Eric Hofbauer Quintet, Prehistoric Jazz Volume 1, The Rite of Spring

Guitarist Eric Hofbauer does things his own way, in ways other people generally don't. I've covered his music on these pages before (type his name in the search box for those). But he steps further beyond the expected these days with a two-volume offering that takes some contemporary 20th century milestone classical compositions and arranges them for a jazz-centered quintet.

The initial volume: Prehistoric Jazz, Volume 1: The Rite of Spring (Creative Nation Music CNM 025) arranges Stravinsky's iconic orchestral work of the same name. We discussed the Bad Plus version of the work a while back (type in search box for the article), but this one is different. Where the Bad Plus took the score and arranged it in A-to-B fashion for a piano trio, Hofbauer zeroes in on critical segments of the score and reworks them for sextet, inserting adaptations and jazz elements and at the same time allowing for a good deal of improvisation in a through-composed way.

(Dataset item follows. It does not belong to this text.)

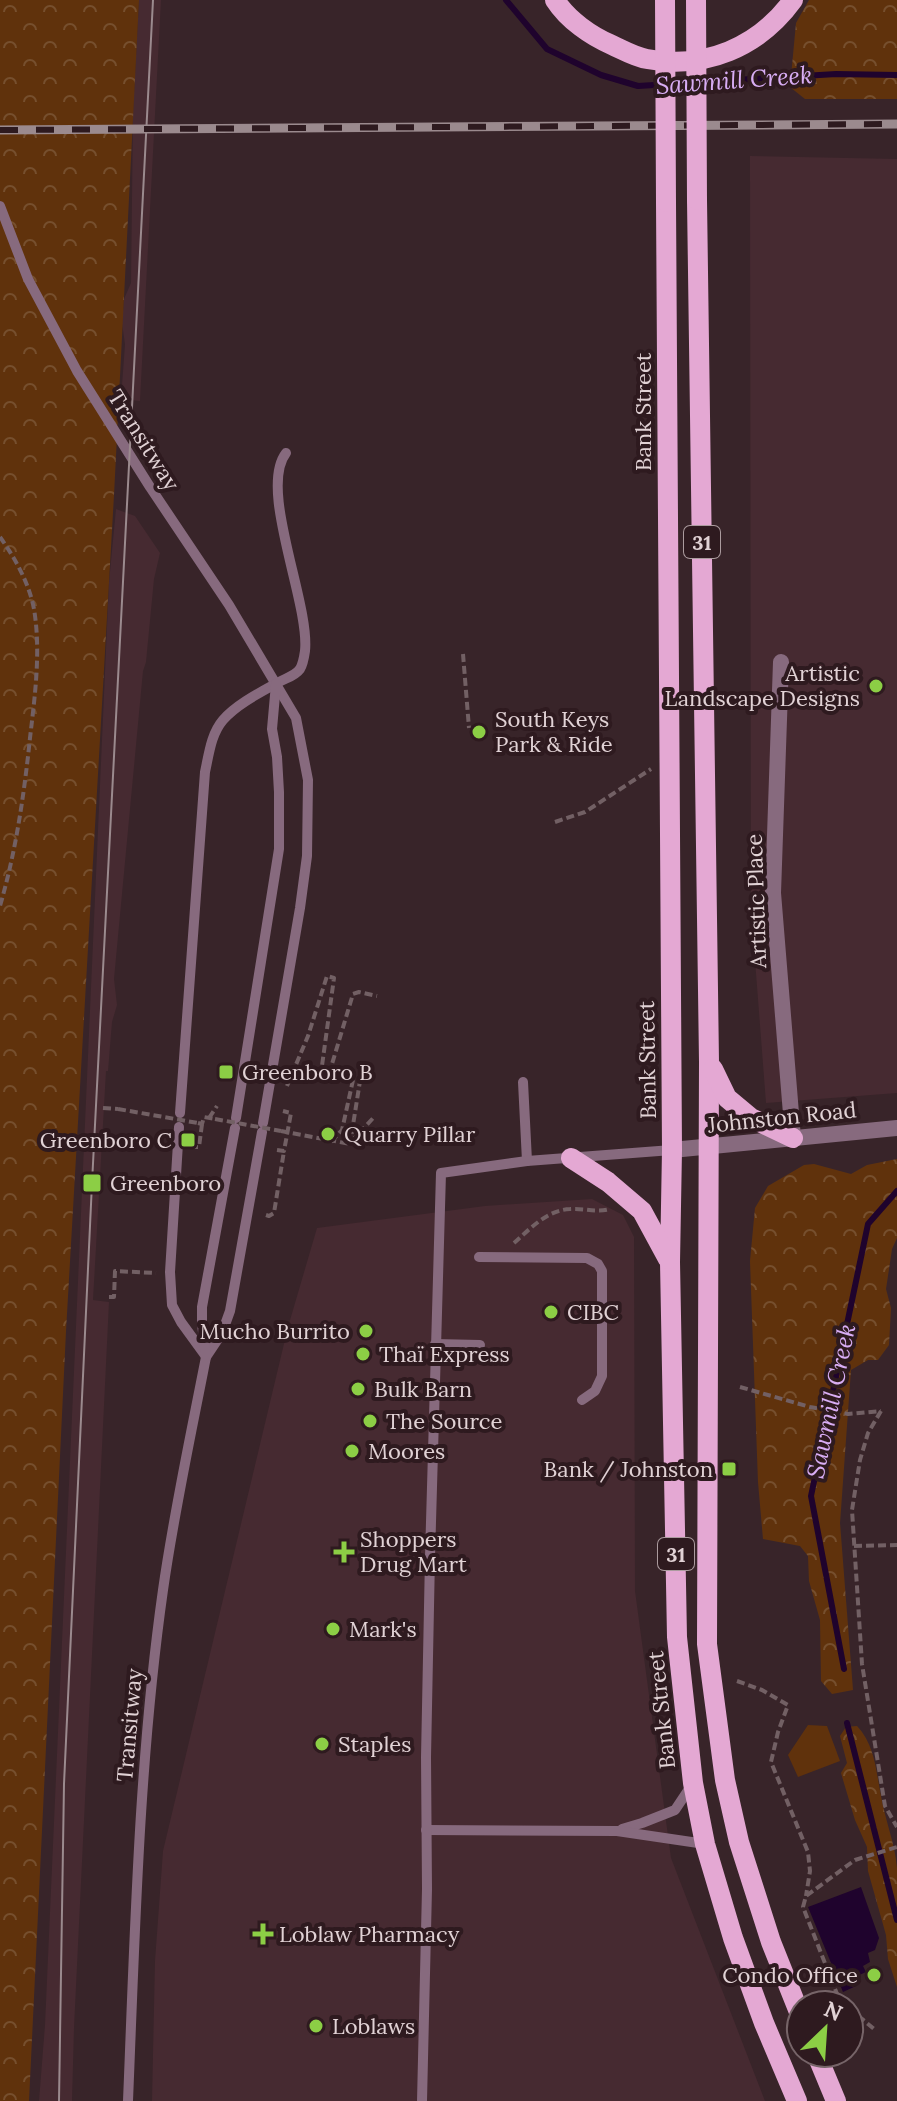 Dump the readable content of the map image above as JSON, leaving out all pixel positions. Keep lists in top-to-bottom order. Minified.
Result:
{"streets":{"main road":["Bank Street","31"],"street":["Artistic Place","Johnston Road"],"lane":["Transitway"]},"crossings":[["Bank Street","Johnston Road"],["31","Johnston Road"],["Artistic Place","Johnston Road"]],"water":["Sawmill Creek"],"places":{"other":["Artistic Landscape Designs","South Keys Park & Ride","Quarry Pillar","CIBC","Mucho Burrito","Thaï Express","Bulk Barn","The Source","Moores","Mark's","Staples","Condo Office","Loblaws"],"transit":["Greenboro B","Greenboro C","Greenboro","Bank / Johnston"],"health":["Shoppers Drug Mart","Loblaw Pharmacy"]},"north":"top right"}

The band has their hands full realizing the motifs and getting loose and free improvisationally, or even at times sounding like an early jazz band and/or Duke's Jungle period outfit, too. Much credit goes to the arrangements/arranger, and to the sextet itself also for their creative transformations. Eric is on guitar, Jerry Sabatini on trumpet, Todd Brunel on Bb clarinet and bass clarinet, Junko Fujiwara on cello, and Curt Newton on drums.

This is a jazzification of the Rite all the way, yet there is the essence of Stravinsky's work there as well. It's very successful, very creative and enjoyable to hear. If you don't know the original you should deal with that, too, it goes without saying.

But Eric Hofbauer is up to very much good here. Check it out and you'll get it!